Por eso, a cada instante le robamos el refugio de vida a una maravillosa fauna, que se queda divagando en las calles de la nada. Los mercenarios siempre arrebatan el techo, el sustento y las ilusiones de los ángeles, con un gigantesco arco minero que agiganta el oleaje del inevitable tsunami.
Un idolatrado clima de intolerancia ambiental, que el extractivismo y el corporativismo de las grandes transnacionales, va rentabilizando con el idolatrado dinero orgánico de los inorgánicos charlatanes de turno.
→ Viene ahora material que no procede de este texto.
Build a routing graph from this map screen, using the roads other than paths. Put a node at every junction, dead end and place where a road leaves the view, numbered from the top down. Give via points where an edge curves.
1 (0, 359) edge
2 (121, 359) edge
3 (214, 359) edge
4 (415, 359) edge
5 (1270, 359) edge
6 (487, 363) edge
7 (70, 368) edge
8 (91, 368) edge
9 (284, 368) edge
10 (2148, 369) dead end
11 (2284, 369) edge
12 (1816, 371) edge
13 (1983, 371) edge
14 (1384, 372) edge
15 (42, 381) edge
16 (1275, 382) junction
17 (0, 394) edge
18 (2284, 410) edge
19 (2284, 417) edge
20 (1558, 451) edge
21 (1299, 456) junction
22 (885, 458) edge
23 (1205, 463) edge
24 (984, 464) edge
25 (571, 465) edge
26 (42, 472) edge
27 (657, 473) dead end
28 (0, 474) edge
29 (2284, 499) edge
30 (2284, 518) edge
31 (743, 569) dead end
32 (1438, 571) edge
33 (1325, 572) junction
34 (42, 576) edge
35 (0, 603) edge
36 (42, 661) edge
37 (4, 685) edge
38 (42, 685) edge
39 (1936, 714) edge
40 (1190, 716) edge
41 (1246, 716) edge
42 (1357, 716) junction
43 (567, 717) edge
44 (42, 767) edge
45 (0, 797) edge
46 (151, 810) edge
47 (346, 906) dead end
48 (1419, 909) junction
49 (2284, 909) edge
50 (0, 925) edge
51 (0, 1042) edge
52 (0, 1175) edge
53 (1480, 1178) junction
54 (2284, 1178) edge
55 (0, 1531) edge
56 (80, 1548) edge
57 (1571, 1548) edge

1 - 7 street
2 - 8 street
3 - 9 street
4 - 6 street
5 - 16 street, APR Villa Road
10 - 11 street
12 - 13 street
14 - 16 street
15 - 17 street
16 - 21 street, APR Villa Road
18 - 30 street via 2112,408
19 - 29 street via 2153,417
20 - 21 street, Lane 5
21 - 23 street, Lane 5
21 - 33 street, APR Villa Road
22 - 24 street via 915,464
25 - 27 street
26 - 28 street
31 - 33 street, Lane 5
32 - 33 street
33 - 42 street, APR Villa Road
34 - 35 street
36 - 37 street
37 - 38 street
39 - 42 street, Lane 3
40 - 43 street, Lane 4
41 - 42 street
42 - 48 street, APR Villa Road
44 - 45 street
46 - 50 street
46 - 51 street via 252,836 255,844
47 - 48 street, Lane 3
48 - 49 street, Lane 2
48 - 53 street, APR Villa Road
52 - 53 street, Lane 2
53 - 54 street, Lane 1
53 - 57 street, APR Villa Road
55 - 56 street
Es cierto que el planeta Tierra es nuestro hogar común. Un lugar que debemos cuidar como si fuera nuestra propia casa. Limpiarlo, quererlo, organizarlo. Pero la sana convivencia entre los miembros de la sagrada familia, se transformó en una misión ecológicamente imposible de alcanzar.
Insensibles enemigos que comparten una misma violencia, en cuatro malditas paredes frisadas de basura doméstica, de electromagnetismo cancerígeno, de acoso escolar, de hipocresía acondicionada, de infertilidad en la cama, de politiquería barata y de alegrías a cuenta gotas.
Con esfuerzo, sacrificio y humildad, quizás algún día volvamos a recuperar la vista pacifista, que doblegará el orgullo de aquella orgullosa venda en los ojos. Tal vez sacudir nuestro camión de tropiezos, nos devuelva la punzante mirada conservacionista. Es probable que el enjambre de luciérnagas, termine iluminando el crisol de la luna menguante.
Necesitamos que el túnel del abismo, se canse de reprimir tanta oscuridad. Necesitamos que la Educación Ambiental venza al analfabetismo. Necesitamos un milagro de conciencia ciudadana.
Pero sin un papiro en el bolsillo, sin madera en el grafito, y sin una pluma en la garganta, será imposible cantar victoria hasta el fin del Universo.